Phase retrieval via Zernike phase contrast microscopy with an untrained neural network
Zinan Zhou, Keiichiro Toda, Rikimaru Kurata, Kohki Horie, Ryoichi, Horisaki, and Takuro Ideguchi

TL;DR
This paper introduces an untrained neural network approach as a prior for phase retrieval in Zernike phase contrast microscopy, eliminating manual regularization and improving accuracy and robustness in phase reconstruction.
Contribution
It extends existing phase retrieval methods by using an untrained neural network as a prior, removing the need for empirical regularization tuning.
Findings
Improved accuracy in phase retrieval over existing methods
Enhanced robustness demonstrated through numerical and experimental data
Feasibility of deep priors for phase retrieval in incoherent illumination
Abstract
Zernike's phase contrast microscopy (PCM) is among the most widely used techniques for observing phase objects, but it lacks quantitative nature, as it cannot directly provide phase information.

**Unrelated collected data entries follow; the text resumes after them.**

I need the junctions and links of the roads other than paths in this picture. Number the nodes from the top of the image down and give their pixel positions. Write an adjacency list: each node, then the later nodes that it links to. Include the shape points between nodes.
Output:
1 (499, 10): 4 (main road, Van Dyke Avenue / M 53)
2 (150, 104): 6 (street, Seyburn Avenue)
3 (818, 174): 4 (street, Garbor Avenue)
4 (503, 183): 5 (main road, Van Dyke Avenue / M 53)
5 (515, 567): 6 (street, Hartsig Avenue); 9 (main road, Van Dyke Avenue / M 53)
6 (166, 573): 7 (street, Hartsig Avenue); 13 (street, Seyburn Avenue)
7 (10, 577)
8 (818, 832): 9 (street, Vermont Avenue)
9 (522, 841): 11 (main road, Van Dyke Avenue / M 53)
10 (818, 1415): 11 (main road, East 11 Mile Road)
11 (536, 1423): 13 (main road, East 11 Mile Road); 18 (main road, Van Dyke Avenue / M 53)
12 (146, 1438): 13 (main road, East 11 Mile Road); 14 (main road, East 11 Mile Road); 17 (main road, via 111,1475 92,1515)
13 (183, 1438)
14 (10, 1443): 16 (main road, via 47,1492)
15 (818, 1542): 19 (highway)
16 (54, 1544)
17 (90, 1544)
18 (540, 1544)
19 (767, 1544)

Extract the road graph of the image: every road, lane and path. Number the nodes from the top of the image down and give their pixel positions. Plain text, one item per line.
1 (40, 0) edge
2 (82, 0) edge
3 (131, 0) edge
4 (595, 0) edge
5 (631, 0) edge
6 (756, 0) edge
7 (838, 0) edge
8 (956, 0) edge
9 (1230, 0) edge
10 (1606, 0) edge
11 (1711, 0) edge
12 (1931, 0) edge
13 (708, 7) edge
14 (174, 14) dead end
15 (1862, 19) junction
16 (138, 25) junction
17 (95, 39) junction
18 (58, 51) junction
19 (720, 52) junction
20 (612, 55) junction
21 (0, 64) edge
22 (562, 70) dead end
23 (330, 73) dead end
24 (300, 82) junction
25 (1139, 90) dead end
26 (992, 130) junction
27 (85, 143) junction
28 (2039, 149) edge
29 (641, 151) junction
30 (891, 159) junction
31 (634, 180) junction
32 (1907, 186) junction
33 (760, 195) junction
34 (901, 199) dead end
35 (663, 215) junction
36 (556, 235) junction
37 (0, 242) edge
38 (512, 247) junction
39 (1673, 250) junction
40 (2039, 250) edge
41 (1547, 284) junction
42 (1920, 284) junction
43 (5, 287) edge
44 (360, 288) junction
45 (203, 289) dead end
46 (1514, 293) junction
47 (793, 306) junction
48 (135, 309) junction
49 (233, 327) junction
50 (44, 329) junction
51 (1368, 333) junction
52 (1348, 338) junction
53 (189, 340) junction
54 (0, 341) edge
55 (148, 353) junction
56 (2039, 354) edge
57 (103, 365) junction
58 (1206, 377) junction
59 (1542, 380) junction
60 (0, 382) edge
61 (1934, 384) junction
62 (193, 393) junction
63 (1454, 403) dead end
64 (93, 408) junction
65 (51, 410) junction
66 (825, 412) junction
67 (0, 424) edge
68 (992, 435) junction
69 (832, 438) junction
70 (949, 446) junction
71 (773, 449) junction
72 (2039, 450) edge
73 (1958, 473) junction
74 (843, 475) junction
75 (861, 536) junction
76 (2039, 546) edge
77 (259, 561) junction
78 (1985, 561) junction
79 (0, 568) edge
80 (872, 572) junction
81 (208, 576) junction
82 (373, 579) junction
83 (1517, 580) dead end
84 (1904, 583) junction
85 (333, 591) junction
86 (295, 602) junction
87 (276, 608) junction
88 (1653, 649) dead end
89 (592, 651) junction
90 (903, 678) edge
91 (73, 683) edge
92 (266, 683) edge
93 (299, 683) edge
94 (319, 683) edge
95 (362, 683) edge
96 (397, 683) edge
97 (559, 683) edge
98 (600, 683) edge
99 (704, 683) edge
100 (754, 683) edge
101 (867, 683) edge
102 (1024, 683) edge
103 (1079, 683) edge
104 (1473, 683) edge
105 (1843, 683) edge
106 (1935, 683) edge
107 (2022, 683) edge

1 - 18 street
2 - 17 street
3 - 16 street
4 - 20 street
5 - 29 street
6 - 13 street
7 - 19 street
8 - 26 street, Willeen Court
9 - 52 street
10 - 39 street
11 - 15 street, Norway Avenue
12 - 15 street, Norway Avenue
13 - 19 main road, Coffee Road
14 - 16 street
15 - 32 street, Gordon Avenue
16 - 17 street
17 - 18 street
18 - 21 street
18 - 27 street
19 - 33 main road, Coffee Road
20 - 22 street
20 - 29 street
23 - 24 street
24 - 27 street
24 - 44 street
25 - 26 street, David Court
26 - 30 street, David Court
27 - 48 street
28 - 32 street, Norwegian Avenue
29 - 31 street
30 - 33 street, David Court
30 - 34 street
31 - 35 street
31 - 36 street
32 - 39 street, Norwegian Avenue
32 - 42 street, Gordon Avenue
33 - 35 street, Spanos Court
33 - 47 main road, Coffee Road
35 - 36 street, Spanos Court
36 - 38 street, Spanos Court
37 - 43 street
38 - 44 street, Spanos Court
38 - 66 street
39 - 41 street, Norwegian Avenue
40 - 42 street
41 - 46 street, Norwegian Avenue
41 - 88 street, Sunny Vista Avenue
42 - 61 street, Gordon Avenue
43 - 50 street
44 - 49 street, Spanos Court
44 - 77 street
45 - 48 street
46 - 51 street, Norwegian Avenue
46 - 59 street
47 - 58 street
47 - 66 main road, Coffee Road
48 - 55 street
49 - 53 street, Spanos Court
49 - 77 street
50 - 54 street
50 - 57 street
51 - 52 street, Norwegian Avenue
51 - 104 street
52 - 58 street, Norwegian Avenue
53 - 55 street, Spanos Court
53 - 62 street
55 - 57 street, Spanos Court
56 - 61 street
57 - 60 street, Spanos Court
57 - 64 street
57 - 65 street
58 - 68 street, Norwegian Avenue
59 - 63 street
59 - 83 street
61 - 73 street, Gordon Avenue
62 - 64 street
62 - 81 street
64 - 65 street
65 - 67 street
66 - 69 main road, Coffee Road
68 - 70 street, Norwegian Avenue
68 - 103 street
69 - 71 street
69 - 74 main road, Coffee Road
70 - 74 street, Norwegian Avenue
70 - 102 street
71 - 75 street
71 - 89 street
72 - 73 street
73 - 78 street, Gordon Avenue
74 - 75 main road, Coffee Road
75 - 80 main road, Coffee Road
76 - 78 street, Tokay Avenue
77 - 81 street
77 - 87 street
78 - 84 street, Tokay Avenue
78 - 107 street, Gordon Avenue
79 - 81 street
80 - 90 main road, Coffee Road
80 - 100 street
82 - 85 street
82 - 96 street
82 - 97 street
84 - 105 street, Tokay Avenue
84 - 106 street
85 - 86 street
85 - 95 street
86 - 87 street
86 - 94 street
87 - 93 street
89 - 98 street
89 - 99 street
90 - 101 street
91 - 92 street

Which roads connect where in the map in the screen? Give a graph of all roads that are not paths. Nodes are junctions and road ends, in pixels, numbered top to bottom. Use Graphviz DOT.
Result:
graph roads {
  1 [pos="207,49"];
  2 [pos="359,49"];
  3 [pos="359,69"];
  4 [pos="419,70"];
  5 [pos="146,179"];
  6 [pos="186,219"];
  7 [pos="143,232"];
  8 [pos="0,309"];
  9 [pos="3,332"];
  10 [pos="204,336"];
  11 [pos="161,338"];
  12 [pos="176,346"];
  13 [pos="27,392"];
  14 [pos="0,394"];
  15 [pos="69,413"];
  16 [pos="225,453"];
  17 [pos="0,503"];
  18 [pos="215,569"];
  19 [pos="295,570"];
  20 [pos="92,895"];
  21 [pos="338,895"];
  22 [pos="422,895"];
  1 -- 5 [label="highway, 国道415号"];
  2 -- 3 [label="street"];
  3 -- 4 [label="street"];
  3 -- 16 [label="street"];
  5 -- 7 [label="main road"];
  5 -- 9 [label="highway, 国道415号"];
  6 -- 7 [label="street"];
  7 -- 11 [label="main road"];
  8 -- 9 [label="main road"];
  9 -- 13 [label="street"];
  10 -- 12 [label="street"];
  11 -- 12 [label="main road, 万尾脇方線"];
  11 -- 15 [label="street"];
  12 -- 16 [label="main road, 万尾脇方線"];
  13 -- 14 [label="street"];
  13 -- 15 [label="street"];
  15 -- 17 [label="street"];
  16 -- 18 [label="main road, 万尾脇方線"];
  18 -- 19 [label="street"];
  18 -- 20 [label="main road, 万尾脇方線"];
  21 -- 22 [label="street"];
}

Current methods for computationally extracting phase distributions from PCM images, however, rely heavily on empirical regularization parameter tuning. In this paper we extend an existing approach by employing an untrained neural network as an image prior, removing the need for manual regularization. We quantitatively demonstrate improved accuracy and robustness in phase retrieval compared to existing methods, using numerical and experimental PCM images. Our results confirm the feasibility of applying deep priors for phase retrieval in incoherent illumination setups.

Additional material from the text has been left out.